Sri Lankan Tamil rebel

Balasingham Nadesan (Tamil:பாலசிங்கம் நடேசன்) was the Political Chief of the Liberation Tigers of Tamil Eelam (LTTE) from late 2007 until his death in 2009. Formerly, he was the organization's Chief of Police.

==Personal life==

Balasingham Nadesan was married to a Sinhalese woman, Vineetha Samarasinghe Gunasekara, when they worked in the police force for the Sri Lankan Government in Colombo. He left the Sri Lankan Police joining the LTTE after the Black July riots in 1983 in Colombo.

==Career==

As Chief of Police, Nadesan oversaw the development of police stations in the East following the 2002 Ceasefire Agreement brokered by Norway.

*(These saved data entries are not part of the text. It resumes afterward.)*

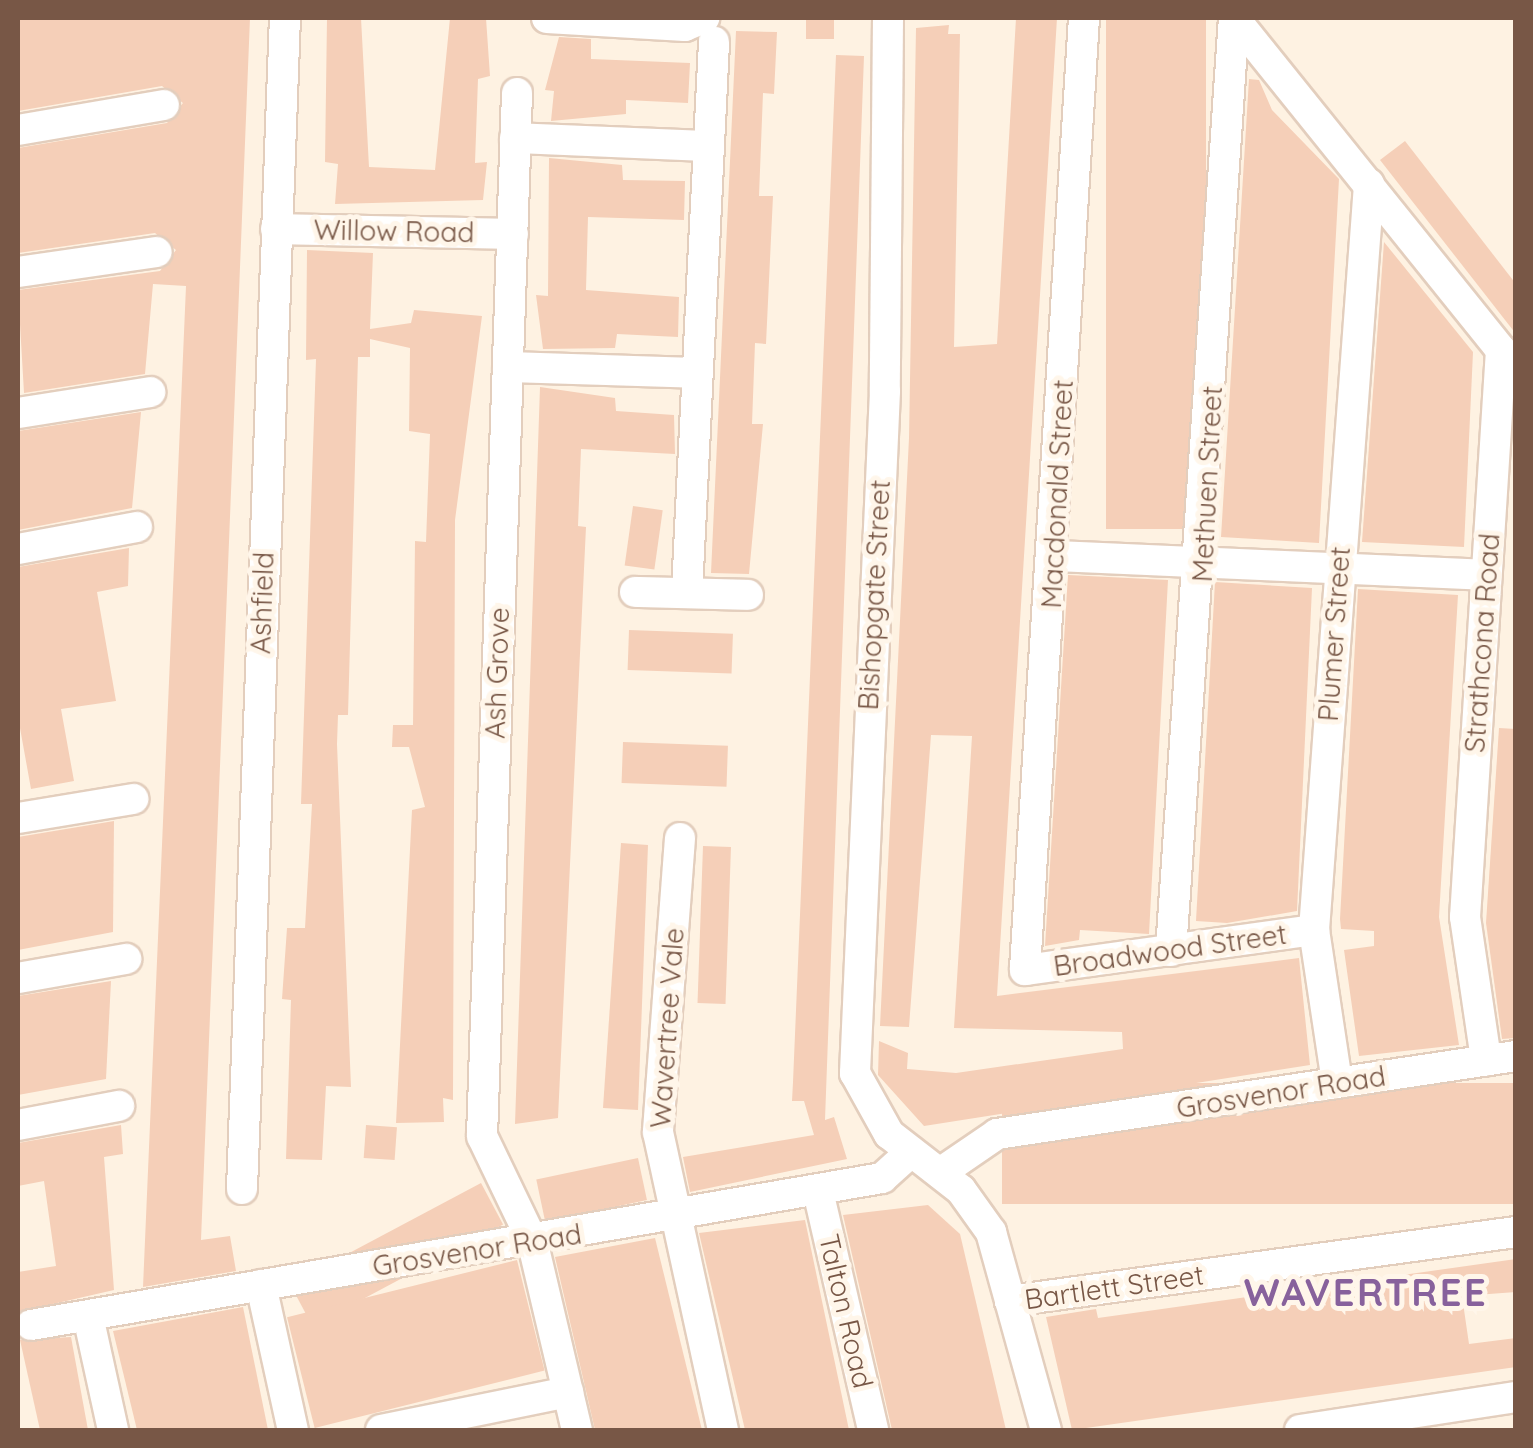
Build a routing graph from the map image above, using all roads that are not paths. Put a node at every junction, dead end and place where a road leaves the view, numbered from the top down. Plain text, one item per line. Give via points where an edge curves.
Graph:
1 (286, 18) edge
2 (547, 18) edge
3 (888, 18) edge
4 (1084, 18) edge
5 (1234, 18) edge
6 (709, 30) edge
7 (517, 93) dead end
8 (164, 105) dead end
9 (18, 130) edge
10 (515, 138) junction
11 (709, 146) junction
12 (1368, 184) junction
13 (276, 229) junction
14 (512, 234) junction
15 (157, 252) dead end
16 (18, 272) edge
17 (698, 359) junction
18 (508, 367) junction
19 (150, 392) dead end
20 (18, 413) edge
21 (136, 527) dead end
22 (18, 549) edge
23 (1054, 556) junction
24 (1203, 563) junction
25 (1339, 565) junction
26 (1486, 575) junction
27 (687, 591) junction
28 (635, 592) dead end
29 (748, 595) dead end
30 (132, 799) dead end
31 (18, 818) edge
32 (680, 838) dead end
33 (1314, 930) junction
34 (1171, 951) junction
35 (126, 960) dead end
36 (1025, 970) joint
37 (18, 978) edge
38 (1501, 1058) edge
39 (1337, 1082) junction
40 (119, 1106) dead end
41 (18, 1124) edge
42 (911, 1152) junction
43 (940, 1174) junction
44 (242, 1189) dead end
45 (818, 1191) junction
46 (674, 1217) junction
47 (1516, 1232) edge
48 (532, 1240) junction
49 (261, 1286) junction
50 (1010, 1301) junction
51 (88, 1316) junction
52 (31, 1325) dead end
53 (568, 1392) junction
54 (1516, 1397) edge
55 (113, 1430) edge
56 (293, 1430) edge
57 (381, 1430) edge
58 (576, 1430) edge
59 (723, 1430) edge
60 (873, 1430) edge
61 (1046, 1430) edge
62 (1300, 1430) edge

1 - 13 street, Ashfield
2 - 6 street
3 - 42 street, Bishopgate Street via 886,391 855,1073 874,1115
4 - 23 street, Macdonald Street
5 - 12 street, Strathcona Road
5 - 24 street, Methuen Street
6 - 11 street
7 - 10 street, Ash Grove
8 - 9 street
10 - 11 street
10 - 14 street, Ash Grove
11 - 17 street
12 - 25 street, Plumer Street
12 - 26 street, Strathcona Road via 1501,350
13 - 14 street, Willow Road
13 - 44 street, Ashfield
14 - 18 street, Ash Grove
15 - 16 street
17 - 18 street
17 - 27 street
18 - 48 street, Ash Grove via 482,1136
19 - 20 street
21 - 22 street
23 - 24 street
23 - 36 street, Macdonald Street
24 - 25 street
24 - 34 street, Methuen Street
25 - 26 street
25 - 33 street, Plumer Street
26 - 38 street, Strathcona Road via 1465,918
27 - 28 street
27 - 29 street
30 - 31 street
32 - 46 street, Wavertree Vale via 658,1132
33 - 34 street, Broadwood Street
33 - 39 street, Plumer Street
34 - 36 street, Broadwood Street
35 - 37 street
38 - 39 street, Grosvenor Road
39 - 43 street, Grosvenor Road via 997,1134
40 - 41 street
42 - 43 street, Bishopgate Street
42 - 45 street, Grosvenor Road via 898,1172
43 - 50 street, Bishopgate Street via 991,1232
45 - 46 street, Grosvenor Road
45 - 60 street, Talton Road
46 - 48 street, Grosvenor Road
46 - 59 street, Wavertree Vale
47 - 50 street, Bartlett Street
48 - 49 street, Grosvenor Road
48 - 53 street, Ash Grove
49 - 51 street, Grosvenor Road
49 - 56 street
50 - 61 street, Bishopgate Street
51 - 52 street, Grosvenor Road
51 - 55 street
53 - 57 street
53 - 58 street, Ash Grove
54 - 62 street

He also accompanied numerous delegations of the LTTE overseas. In November 2007, he became head of the political division after S. P. Thamilselvan was killed in an air strike by the Sri Lankan Air Force.

==Death==

Nadesan was killed on 18 May 2009 when the Sri Lankan Army overcame the final stronghold of the Tamil Tigers. Nadesan and his family were executed by the Sri Lankan Army after an agreement to surrender during the White Flag incident that came to recognition on international terms.